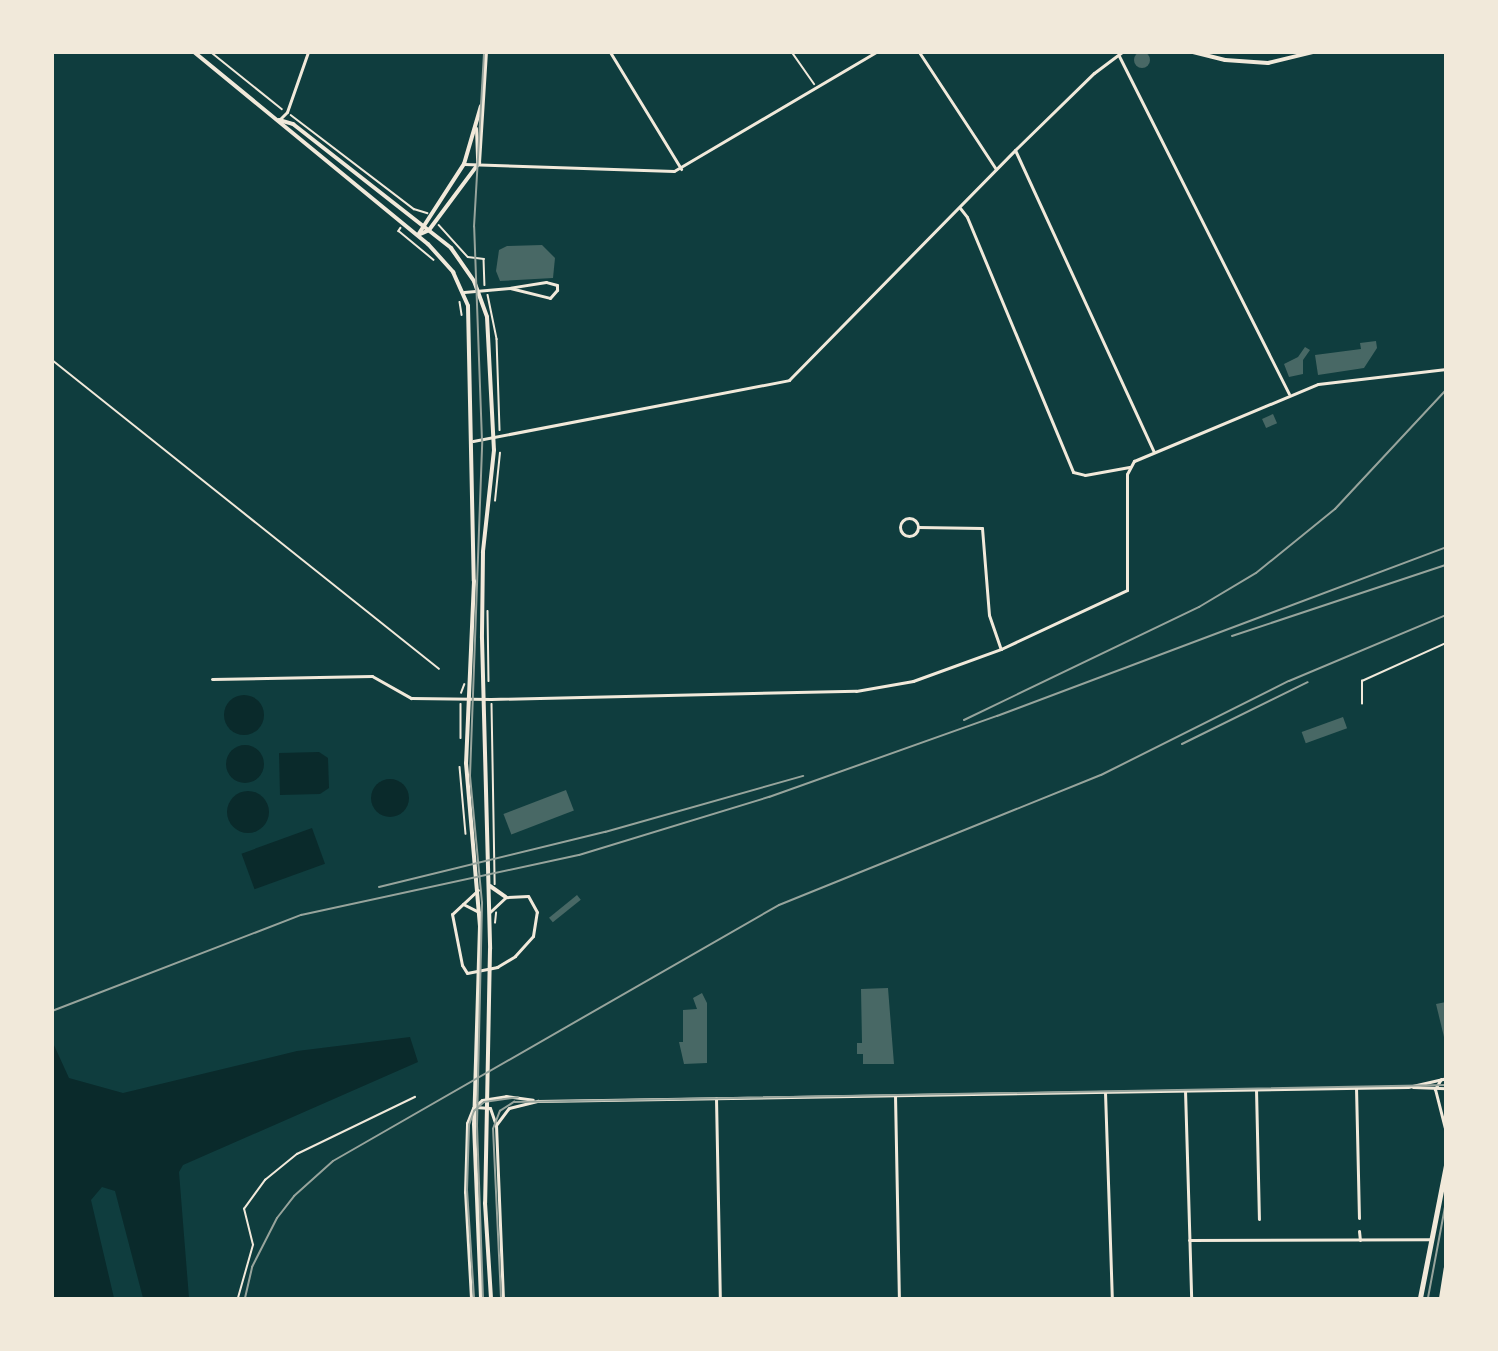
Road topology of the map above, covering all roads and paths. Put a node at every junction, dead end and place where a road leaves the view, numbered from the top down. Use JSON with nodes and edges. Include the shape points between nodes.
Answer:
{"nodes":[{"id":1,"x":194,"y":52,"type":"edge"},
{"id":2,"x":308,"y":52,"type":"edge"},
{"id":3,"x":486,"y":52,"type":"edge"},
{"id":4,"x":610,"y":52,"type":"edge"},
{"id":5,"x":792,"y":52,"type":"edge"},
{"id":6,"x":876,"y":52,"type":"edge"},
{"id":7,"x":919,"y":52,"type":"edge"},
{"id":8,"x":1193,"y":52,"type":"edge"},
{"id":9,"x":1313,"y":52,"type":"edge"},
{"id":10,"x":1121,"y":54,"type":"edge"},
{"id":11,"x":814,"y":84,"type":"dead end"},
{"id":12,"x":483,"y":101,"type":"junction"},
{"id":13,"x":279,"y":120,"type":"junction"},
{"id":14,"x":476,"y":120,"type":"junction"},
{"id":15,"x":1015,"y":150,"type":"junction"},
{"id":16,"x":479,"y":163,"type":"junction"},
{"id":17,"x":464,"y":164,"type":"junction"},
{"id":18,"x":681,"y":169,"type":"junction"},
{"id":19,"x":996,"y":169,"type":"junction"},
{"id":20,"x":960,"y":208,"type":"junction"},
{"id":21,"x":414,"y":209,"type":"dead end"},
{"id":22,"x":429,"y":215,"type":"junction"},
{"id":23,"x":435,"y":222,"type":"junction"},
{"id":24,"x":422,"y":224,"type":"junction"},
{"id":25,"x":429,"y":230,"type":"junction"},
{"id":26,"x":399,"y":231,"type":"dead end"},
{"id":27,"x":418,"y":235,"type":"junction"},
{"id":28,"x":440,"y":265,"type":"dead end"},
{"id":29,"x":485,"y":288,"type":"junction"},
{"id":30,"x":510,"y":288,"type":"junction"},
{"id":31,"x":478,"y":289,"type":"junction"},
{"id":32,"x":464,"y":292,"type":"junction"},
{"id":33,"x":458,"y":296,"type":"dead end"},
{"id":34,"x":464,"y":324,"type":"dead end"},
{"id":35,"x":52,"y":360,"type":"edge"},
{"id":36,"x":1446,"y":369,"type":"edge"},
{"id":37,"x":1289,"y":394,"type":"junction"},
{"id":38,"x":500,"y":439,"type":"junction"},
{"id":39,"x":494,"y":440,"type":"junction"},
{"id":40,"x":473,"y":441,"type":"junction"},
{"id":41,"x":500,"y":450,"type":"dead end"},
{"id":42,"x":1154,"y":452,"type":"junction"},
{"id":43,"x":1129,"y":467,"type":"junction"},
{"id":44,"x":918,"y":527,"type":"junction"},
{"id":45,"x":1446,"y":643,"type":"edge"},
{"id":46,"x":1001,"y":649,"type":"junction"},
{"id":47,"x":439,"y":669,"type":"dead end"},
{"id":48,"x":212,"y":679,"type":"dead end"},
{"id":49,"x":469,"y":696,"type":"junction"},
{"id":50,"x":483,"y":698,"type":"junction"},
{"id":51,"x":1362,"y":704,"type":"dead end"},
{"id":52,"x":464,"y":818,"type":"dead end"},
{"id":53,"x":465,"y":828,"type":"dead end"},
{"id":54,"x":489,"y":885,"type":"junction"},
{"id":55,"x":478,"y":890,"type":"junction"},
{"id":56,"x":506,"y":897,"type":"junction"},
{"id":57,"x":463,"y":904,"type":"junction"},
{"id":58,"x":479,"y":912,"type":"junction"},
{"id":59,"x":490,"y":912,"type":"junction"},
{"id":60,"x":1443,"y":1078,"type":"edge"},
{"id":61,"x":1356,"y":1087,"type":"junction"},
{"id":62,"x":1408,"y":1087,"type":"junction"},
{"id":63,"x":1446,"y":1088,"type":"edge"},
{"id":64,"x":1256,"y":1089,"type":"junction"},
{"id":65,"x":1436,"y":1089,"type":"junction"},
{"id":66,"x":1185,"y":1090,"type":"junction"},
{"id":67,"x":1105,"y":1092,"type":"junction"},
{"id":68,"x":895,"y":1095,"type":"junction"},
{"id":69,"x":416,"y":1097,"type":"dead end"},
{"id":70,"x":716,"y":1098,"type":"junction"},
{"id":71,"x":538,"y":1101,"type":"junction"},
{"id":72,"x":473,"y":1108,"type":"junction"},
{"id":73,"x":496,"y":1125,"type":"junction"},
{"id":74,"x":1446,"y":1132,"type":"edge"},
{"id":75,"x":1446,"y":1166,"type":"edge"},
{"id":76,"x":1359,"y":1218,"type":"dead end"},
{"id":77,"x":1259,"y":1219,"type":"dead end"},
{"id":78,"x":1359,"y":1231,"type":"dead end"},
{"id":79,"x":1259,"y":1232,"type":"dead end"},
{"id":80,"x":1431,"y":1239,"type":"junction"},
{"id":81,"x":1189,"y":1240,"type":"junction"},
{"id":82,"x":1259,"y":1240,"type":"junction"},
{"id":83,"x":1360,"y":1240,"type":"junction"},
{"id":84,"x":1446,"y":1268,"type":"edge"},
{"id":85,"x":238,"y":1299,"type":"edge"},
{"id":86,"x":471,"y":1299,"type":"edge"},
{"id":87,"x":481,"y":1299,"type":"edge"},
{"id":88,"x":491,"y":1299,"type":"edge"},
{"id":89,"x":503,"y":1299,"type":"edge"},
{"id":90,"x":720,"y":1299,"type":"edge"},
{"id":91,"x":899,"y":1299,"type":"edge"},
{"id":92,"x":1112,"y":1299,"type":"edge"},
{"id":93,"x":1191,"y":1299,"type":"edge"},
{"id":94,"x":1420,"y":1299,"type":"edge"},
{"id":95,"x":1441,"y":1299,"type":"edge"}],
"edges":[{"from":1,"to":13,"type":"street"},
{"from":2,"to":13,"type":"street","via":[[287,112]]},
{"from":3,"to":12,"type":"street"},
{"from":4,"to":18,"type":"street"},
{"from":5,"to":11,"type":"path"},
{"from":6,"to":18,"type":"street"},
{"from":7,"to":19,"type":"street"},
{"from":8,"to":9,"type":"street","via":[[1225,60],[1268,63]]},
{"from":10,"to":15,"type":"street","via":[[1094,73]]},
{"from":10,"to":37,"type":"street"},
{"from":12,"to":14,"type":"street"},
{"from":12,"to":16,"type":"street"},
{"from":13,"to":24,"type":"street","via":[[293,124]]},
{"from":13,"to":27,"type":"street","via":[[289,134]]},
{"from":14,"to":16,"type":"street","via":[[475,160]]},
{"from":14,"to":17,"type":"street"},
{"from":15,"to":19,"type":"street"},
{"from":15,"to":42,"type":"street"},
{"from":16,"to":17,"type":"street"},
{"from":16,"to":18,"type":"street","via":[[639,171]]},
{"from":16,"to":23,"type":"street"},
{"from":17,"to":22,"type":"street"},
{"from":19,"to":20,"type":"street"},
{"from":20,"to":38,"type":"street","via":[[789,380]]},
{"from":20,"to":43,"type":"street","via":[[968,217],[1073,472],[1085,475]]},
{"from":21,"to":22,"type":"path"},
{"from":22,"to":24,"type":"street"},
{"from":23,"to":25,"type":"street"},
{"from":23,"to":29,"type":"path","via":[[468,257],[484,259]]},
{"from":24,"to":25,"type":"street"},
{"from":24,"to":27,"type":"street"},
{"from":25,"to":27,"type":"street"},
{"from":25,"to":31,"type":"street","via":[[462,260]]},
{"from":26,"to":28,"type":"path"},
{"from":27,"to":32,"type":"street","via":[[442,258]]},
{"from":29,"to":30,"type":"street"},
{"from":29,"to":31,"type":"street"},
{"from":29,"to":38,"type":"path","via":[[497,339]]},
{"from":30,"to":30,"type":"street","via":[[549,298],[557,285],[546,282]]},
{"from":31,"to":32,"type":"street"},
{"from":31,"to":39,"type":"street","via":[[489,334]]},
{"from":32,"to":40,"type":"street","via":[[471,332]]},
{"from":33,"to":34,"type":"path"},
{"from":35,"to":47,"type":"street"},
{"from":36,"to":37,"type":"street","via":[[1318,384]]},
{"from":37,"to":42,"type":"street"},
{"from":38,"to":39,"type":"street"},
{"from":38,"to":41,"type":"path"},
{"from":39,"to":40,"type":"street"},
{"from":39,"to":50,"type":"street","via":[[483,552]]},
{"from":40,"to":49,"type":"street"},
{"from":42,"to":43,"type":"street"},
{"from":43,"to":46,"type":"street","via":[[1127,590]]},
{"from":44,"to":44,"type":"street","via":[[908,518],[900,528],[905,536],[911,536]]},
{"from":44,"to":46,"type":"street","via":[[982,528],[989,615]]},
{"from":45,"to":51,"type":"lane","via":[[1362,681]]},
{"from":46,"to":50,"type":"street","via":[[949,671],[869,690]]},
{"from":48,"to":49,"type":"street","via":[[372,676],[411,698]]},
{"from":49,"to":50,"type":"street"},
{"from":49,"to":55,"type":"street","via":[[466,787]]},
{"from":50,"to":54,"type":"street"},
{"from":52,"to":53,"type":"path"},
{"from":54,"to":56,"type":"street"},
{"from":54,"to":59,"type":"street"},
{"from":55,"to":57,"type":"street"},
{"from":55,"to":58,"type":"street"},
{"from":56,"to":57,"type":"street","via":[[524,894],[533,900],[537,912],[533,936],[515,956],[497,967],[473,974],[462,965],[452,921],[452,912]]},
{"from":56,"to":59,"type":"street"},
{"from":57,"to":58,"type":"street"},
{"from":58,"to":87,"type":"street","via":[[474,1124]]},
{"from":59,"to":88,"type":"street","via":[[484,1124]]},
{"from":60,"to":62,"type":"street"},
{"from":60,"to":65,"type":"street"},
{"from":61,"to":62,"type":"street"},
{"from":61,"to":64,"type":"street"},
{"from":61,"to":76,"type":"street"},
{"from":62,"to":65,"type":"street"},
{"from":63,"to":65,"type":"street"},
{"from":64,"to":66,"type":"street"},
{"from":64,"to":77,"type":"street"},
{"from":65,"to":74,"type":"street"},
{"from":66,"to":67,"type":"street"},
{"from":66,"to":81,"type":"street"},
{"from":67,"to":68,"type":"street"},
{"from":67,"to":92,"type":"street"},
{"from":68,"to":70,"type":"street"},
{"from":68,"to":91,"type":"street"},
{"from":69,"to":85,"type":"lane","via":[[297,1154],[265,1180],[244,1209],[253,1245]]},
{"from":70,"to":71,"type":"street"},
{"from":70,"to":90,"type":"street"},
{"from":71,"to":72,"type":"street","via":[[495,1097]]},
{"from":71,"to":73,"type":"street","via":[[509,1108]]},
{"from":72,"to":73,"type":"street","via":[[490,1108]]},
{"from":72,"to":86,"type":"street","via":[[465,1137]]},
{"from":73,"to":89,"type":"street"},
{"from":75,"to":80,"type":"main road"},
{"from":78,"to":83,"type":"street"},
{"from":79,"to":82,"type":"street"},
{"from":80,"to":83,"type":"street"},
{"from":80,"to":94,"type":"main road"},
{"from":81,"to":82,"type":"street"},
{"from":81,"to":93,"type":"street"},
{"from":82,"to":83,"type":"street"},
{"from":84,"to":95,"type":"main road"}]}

——————

◆ What is being asked: Go through the records above and, whenever a line includes the word "main", copy it.

◆ Completed exercise:
{"from":75,"to":80,"type":"main road"},
{"from":80,"to":94,"type":"main road"},
{"from":84,"to":95,"type":"main road"}]}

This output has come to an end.